ROME — At least 20 African migrants drowned Thursday when a dinghy carrying about 45 people sank off the coast of Tunisia.

The small boat was attempting to cross the Strait of Sicily on Christmas Eve day to reach the Italian island of Lampedusa, a common point of arrival for African migrants attempting to enter Europe, according to Mohamed Zekri, spokesman for the Tunisian Defense Ministry.

The Tunisian Coast Guard rescued five people who are in serious condition and was still searching for about 20 more who were still unaccounted for. A Coast Guard spokesman in Sfax, Ali al-Ayari, confirmed the migrants were all from sub-Saharan Africa.
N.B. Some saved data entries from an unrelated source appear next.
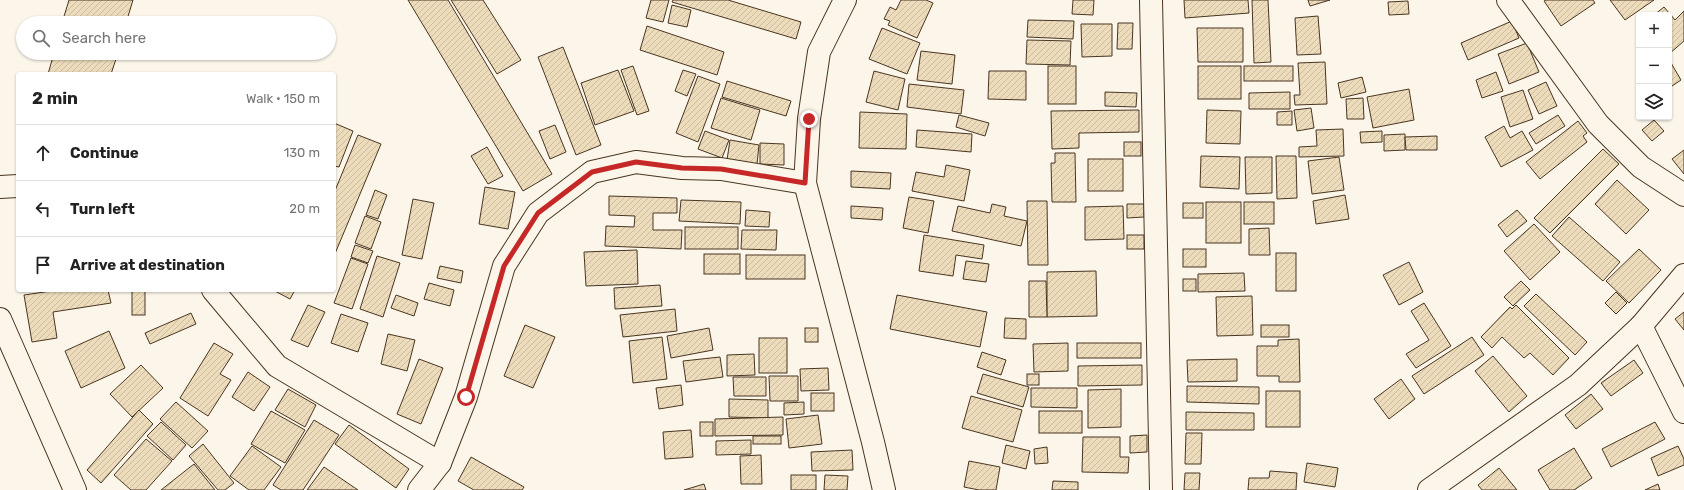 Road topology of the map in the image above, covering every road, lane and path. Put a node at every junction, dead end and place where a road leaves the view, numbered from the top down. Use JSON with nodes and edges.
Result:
{"nodes":[{"id":1,"x":845,"y":0,"type":"edge"},
{"id":2,"x":1151,"y":0,"type":"edge"},
{"id":3,"x":1508,"y":0,"type":"edge"},
{"id":4,"x":805,"y":183,"type":"junction"},
{"id":5,"x":16,"y":186,"type":"edge"},
{"id":6,"x":0,"y":187,"type":"edge"},
{"id":7,"x":1684,"y":195,"type":"edge"},
{"id":8,"x":1684,"y":275,"type":"edge"},
{"id":9,"x":215,"y":292,"type":"edge"},
{"id":10,"x":0,"y":319,"type":"edge"},
{"id":11,"x":1641,"y":326,"type":"junction"},
{"id":12,"x":1684,"y":412,"type":"edge"},
{"id":13,"x":440,"y":463,"type":"junction"},
{"id":14,"x":75,"y":490,"type":"edge"},
{"id":15,"x":419,"y":490,"type":"edge"},
{"id":16,"x":884,"y":490,"type":"edge"},
{"id":17,"x":1161,"y":490,"type":"edge"},
{"id":18,"x":1429,"y":490,"type":"edge"}],
"edges":[{"from":1,"to":4,"type":"street"},
{"from":2,"to":17,"type":"street"},
{"from":3,"to":7,"type":"street"},
{"from":4,"to":13,"type":"street"},
{"from":4,"to":16,"type":"street"},
{"from":5,"to":6,"type":"street"},
{"from":8,"to":11,"type":"street"},
{"from":9,"to":13,"type":"street"},
{"from":10,"to":14,"type":"street"},
{"from":11,"to":12,"type":"street"},
{"from":11,"to":18,"type":"street"},
{"from":13,"to":15,"type":"street"}]} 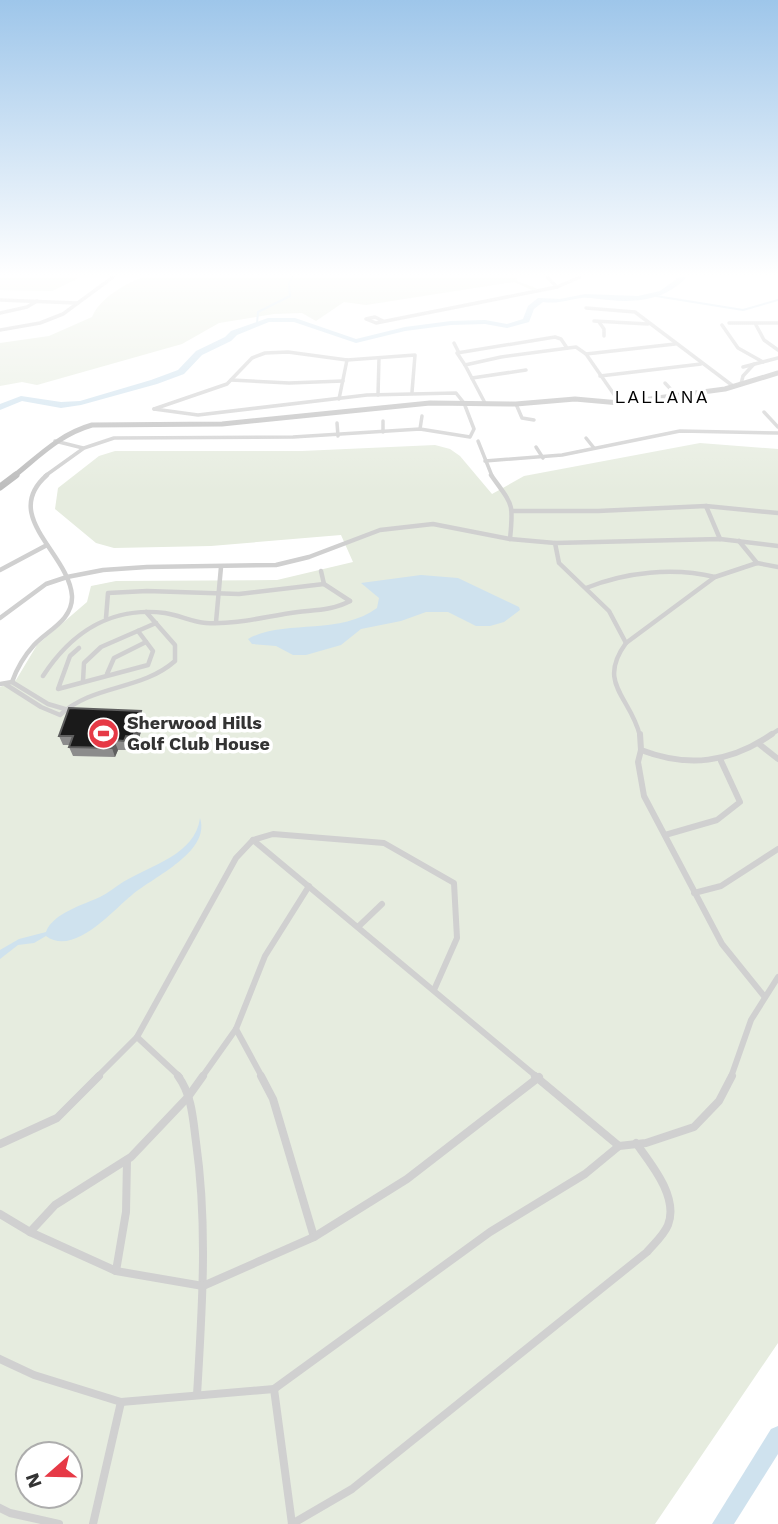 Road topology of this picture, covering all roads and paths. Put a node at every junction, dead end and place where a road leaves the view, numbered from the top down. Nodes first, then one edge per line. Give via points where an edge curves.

The official also noted that the dinghy sank about six miles off the coast of Sfax, a port city that has become a popular departure point for African migrants looking to get to Europe.

On the same morning of December 24, nongovernmental organization Alarm Phone, which monitors migrant boats in the Mediterranean, reported that a craft fleeing Libya and carrying 65 people, including several children, was in trouble, adrift between the Tunisian Kerkennah islands and Lampedusa.

The boat eventually reached Malta and was awaiting rescue.

In noting news of the Tunisian shipwreck, Alarm Phone blamed the tragedy not on unscrupulous human traffickers, but on Europe. “Europe’s borders kill,” it said in a tweet.